Report every line below that carries the word "highway".

* Source data

****

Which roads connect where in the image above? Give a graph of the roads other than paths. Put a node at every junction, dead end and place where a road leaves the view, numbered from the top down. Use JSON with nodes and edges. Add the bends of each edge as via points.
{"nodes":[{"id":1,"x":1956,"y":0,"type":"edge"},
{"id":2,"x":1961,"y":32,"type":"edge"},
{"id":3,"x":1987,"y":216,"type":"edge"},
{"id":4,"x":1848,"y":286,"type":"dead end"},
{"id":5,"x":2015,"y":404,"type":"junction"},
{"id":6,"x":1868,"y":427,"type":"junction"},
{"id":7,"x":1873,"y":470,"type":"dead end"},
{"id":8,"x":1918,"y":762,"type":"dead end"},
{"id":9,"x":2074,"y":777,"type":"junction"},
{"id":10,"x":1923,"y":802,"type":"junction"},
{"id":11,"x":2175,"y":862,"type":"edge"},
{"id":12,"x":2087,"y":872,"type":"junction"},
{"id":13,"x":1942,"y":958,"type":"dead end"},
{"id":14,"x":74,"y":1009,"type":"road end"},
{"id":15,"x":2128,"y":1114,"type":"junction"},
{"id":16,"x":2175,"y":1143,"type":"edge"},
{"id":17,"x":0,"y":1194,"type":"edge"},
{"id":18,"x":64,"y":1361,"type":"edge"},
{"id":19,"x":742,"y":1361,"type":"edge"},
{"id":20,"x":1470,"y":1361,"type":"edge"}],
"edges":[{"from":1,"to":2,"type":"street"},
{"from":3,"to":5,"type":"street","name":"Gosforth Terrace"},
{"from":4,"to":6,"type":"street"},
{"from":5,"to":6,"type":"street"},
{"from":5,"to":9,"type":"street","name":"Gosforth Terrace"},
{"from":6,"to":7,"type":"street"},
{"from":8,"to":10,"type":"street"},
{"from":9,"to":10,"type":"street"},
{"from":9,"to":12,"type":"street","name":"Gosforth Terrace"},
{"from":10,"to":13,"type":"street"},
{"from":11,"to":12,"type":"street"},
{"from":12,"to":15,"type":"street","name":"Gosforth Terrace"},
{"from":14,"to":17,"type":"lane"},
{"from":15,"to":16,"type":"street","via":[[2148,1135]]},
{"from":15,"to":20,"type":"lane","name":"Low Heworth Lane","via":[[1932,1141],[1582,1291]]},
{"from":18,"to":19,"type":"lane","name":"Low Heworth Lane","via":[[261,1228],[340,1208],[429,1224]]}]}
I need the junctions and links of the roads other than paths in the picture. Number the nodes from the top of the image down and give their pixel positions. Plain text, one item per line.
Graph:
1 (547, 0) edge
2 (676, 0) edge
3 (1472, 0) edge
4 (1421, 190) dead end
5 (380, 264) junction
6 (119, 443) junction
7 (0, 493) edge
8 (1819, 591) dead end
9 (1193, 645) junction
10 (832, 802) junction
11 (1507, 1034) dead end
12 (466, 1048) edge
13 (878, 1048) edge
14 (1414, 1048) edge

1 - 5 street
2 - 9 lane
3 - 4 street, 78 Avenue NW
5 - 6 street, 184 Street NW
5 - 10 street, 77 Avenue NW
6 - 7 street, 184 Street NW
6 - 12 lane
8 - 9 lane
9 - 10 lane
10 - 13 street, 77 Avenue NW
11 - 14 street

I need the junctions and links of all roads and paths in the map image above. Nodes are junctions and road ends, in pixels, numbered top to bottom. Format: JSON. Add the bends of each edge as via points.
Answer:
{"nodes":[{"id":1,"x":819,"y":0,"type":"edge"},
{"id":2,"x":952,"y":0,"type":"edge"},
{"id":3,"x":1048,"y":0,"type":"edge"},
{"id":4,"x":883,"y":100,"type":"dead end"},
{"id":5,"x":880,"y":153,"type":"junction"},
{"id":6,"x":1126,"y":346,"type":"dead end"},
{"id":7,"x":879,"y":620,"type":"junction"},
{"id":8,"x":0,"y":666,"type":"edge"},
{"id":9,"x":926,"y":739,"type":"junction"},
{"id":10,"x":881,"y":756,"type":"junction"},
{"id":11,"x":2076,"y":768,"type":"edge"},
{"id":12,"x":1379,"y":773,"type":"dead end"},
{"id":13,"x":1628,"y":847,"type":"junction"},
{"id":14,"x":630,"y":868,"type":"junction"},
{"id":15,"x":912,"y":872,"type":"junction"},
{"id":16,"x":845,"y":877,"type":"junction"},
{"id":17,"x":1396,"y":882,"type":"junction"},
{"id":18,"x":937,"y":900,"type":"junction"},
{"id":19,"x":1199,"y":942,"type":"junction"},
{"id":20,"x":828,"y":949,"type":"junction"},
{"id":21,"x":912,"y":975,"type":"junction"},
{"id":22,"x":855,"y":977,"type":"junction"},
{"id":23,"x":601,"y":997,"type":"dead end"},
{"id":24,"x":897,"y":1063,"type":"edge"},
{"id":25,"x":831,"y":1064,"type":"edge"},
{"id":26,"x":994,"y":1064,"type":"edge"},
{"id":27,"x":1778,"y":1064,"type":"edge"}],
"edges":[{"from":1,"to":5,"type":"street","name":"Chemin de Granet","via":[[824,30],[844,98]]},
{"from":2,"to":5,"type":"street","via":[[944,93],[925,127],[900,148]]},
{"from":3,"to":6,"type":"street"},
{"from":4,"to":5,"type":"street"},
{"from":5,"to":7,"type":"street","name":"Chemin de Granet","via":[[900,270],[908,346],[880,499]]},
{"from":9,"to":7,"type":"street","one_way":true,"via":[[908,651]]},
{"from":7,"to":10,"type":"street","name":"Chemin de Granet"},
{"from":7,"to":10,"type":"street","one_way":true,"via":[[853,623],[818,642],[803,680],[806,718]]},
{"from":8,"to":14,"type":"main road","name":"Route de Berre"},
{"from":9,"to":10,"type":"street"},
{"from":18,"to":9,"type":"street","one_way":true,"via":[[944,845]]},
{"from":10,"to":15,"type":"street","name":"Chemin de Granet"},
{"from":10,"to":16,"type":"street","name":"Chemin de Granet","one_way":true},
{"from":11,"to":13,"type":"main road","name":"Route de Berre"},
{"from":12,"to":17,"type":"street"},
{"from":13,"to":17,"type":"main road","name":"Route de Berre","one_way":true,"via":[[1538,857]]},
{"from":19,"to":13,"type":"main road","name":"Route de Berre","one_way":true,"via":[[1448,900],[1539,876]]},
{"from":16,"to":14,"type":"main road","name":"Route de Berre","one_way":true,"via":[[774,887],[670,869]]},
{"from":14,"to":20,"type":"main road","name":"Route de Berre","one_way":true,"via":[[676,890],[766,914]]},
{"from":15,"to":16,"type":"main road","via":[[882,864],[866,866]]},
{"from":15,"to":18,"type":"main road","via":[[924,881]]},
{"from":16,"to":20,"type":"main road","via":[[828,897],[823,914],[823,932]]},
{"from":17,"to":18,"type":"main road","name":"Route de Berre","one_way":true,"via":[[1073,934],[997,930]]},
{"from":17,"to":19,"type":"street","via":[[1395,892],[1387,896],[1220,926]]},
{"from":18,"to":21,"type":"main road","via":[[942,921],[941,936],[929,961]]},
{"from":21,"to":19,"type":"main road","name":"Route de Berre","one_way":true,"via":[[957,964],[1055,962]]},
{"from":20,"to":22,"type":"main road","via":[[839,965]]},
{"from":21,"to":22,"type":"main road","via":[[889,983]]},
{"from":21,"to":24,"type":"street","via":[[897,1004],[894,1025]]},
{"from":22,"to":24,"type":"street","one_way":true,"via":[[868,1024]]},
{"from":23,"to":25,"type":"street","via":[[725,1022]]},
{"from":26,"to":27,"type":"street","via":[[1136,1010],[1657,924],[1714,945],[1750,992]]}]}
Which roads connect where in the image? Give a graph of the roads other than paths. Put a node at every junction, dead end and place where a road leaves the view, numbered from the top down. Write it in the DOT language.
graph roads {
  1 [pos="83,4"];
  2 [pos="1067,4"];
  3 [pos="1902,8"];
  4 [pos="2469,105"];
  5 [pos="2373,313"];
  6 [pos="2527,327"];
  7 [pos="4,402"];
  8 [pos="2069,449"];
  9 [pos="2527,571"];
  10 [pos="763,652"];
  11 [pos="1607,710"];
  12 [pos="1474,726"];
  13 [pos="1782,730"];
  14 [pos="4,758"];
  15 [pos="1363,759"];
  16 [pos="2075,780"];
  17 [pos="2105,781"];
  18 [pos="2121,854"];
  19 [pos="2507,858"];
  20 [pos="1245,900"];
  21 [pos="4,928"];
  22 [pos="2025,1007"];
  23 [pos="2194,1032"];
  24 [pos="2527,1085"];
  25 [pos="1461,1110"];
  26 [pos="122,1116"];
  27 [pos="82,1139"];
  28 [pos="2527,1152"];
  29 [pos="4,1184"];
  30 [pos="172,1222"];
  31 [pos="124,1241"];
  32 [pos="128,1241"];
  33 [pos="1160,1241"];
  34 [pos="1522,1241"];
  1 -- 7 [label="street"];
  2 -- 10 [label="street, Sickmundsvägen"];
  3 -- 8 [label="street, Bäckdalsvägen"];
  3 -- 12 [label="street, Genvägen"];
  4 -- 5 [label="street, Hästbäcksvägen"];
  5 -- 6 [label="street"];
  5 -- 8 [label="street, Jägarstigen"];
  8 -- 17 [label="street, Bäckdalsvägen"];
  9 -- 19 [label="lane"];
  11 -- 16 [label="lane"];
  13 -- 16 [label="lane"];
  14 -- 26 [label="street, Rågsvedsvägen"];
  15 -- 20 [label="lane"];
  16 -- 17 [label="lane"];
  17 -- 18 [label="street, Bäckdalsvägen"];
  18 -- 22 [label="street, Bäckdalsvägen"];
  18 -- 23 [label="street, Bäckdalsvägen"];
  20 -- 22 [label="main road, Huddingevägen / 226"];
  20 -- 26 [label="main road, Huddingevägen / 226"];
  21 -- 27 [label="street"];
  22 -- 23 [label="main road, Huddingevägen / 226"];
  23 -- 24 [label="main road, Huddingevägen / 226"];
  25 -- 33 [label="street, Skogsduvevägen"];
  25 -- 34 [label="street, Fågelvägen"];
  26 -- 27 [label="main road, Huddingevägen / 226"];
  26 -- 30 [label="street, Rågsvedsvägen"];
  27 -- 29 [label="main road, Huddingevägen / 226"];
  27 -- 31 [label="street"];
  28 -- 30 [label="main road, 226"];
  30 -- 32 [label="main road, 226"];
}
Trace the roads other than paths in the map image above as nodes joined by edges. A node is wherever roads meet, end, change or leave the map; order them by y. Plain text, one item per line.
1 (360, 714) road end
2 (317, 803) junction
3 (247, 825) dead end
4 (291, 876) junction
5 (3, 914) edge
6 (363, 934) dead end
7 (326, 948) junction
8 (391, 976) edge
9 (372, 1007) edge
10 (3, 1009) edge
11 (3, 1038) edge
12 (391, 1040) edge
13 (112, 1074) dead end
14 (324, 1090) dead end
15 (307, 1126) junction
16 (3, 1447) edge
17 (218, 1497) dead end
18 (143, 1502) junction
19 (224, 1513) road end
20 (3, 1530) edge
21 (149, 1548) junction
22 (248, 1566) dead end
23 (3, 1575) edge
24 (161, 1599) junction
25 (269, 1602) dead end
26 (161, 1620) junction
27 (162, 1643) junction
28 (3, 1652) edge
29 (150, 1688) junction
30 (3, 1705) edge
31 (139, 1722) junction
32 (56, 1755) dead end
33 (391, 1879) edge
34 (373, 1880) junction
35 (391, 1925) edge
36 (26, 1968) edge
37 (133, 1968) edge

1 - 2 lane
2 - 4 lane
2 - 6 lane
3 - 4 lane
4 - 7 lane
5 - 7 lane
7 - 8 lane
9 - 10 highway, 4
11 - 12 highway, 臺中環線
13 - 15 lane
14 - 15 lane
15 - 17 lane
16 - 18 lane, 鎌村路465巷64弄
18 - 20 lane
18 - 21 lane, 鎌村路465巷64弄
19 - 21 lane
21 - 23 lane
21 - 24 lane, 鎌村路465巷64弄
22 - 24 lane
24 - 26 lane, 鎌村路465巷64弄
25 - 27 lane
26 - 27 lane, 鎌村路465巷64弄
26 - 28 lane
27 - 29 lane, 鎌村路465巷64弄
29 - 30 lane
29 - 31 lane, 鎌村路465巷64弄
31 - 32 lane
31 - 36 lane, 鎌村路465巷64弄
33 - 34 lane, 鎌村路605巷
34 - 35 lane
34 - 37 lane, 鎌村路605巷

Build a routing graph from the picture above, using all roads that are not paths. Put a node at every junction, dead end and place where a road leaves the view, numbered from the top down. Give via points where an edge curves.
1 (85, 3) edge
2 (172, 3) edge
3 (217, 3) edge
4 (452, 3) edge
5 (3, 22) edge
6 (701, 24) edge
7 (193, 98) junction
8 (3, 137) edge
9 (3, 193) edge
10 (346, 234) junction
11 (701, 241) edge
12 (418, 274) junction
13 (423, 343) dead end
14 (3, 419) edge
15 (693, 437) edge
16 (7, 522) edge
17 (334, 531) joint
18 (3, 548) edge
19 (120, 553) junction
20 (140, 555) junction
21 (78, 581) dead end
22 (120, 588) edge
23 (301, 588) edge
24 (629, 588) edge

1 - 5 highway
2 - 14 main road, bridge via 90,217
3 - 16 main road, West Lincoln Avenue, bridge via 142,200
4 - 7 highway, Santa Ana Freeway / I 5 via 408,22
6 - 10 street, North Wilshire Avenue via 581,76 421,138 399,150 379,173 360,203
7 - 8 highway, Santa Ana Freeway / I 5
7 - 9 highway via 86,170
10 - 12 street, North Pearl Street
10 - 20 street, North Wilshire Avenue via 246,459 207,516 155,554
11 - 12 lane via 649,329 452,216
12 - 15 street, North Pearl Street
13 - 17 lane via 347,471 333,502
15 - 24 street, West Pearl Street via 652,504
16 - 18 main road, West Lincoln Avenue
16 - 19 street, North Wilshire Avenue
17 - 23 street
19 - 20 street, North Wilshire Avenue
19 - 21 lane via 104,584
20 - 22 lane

****

* Reply to the task
9 - 10 highway, 4
11 - 12 highway, 臺中環線
1 - 5 highway
4 - 7 highway, Santa Ana Freeway / I 5 via 408,22
7 - 8 highway, Santa Ana Freeway / I 5
7 - 9 highway via 86,170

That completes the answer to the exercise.